Carly Simon chronology
| Original Album Series (2011) | Playlist: The Very Best of Carly Simon (2014) | Songs From The Trees (A Musical Memoir Collection) (2015) |

= Playlist: The Very Best of Carly Simon =

Playlist: The Very Best of Carly Simon is the fifth greatest hits album by American singer-songwriter Carly Simon, released on October 27, 2014.

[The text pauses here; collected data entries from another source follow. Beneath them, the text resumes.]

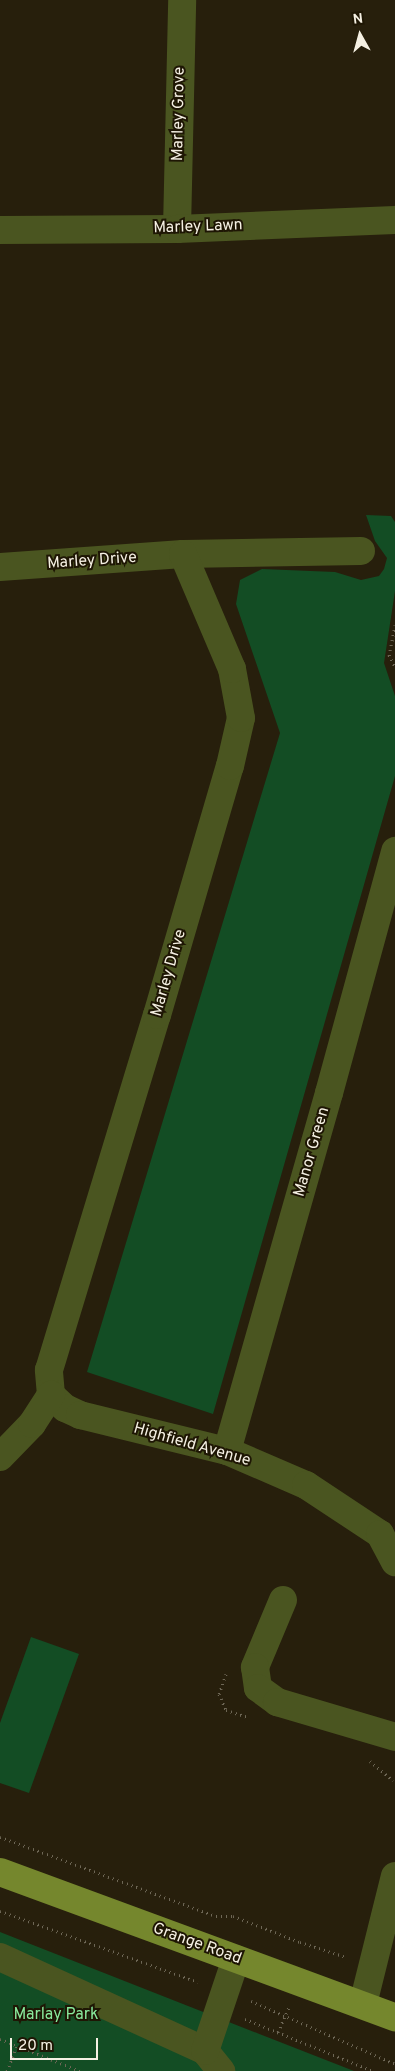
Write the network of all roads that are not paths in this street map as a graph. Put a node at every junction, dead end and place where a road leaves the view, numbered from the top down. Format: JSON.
{"nodes":[{"id":1,"x":182,"y":0,"type":"edge"},
{"id":2,"x":395,"y":220,"type":"edge"},
{"id":3,"x":176,"y":229,"type":"junction"},
{"id":4,"x":0,"y":230,"type":"edge"},
{"id":5,"x":361,"y":551,"type":"dead end"},
{"id":6,"x":183,"y":554,"type":"junction"},
{"id":7,"x":0,"y":567,"type":"edge"},
{"id":8,"x":395,"y":851,"type":"edge"},
{"id":9,"x":51,"y":1396,"type":"junction"},
{"id":10,"x":227,"y":1451,"type":"junction"},
{"id":11,"x":0,"y":1456,"type":"edge"},
{"id":12,"x":395,"y":1562,"type":"edge"},
{"id":13,"x":283,"y":1600,"type":"dead end"},
{"id":14,"x":395,"y":1737,"type":"edge"},
{"id":15,"x":0,"y":1872,"type":"edge"},
{"id":16,"x":395,"y":1876,"type":"edge"},
{"id":17,"x":0,"y":1956,"type":"edge"},
{"id":18,"x":236,"y":1959,"type":"junction"},
{"id":19,"x":363,"y":2004,"type":"junction"},
{"id":20,"x":395,"y":2017,"type":"edge"},
{"id":21,"x":213,"y":2061,"type":"edge"}],
"edges":[{"from":1,"to":3,"type":"street","name":"Marley Grove"},
{"from":2,"to":3,"type":"street","name":"Marley Lawn"},
{"from":3,"to":4,"type":"street","name":"Marley Lawn"},
{"from":5,"to":6,"type":"street","name":"Marley Drive"},
{"from":6,"to":7,"type":"street","name":"Marley Drive"},
{"from":6,"to":9,"type":"street","name":"Marley Drive"},
{"from":8,"to":10,"type":"street","name":"Manor Green"},
{"from":9,"to":10,"type":"street","name":"Highfield Avenue"},
{"from":9,"to":11,"type":"street"},
{"from":10,"to":12,"type":"street","name":"Highfield Avenue"},
{"from":13,"to":14,"type":"street"},
{"from":15,"to":18,"type":"main road","name":"Grange Road"},
{"from":16,"to":19,"type":"street"},
{"from":17,"to":21,"type":"street"},
{"from":18,"to":19,"type":"main road","name":"Grange Road"},
{"from":18,"to":21,"type":"street"},
{"from":19,"to":20,"type":"main road","name":"Grange Road"}]}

A part of Sony BMG's Playlist compilation albums series, it contains selected tracks from the albums Spoiled Girl (1985), Coming Around Again (1987), Working Girl: Original Soundtrack Album (1989), Have You Seen Me Lately (1990), and The Bedroom Tapes (2000). All live recordings are from Simon's 1988 live album Greatest Hits Live, with the exception of "Touched By The Sun", which is from 1995's Live at Grand Central.

==Reception==

AllMusic, commenting that the collection "focuses on the pop legend's mid-to late-period output", wrote "Simon fans looking for music from this specific period will find much to love here, while listeners looking for something a little more comprehensive would be better off with something like 1998's career spanning The Very Best of Carly Simon: Nobody Does It Better, or 2004's like-minded Reflections: Carly Simon's Greatest Hits."

Professional ratings
Review scores
| Source | Rating |
| AllMusic | Star |

==Track listing==
Credits adapted from the album's liner notes.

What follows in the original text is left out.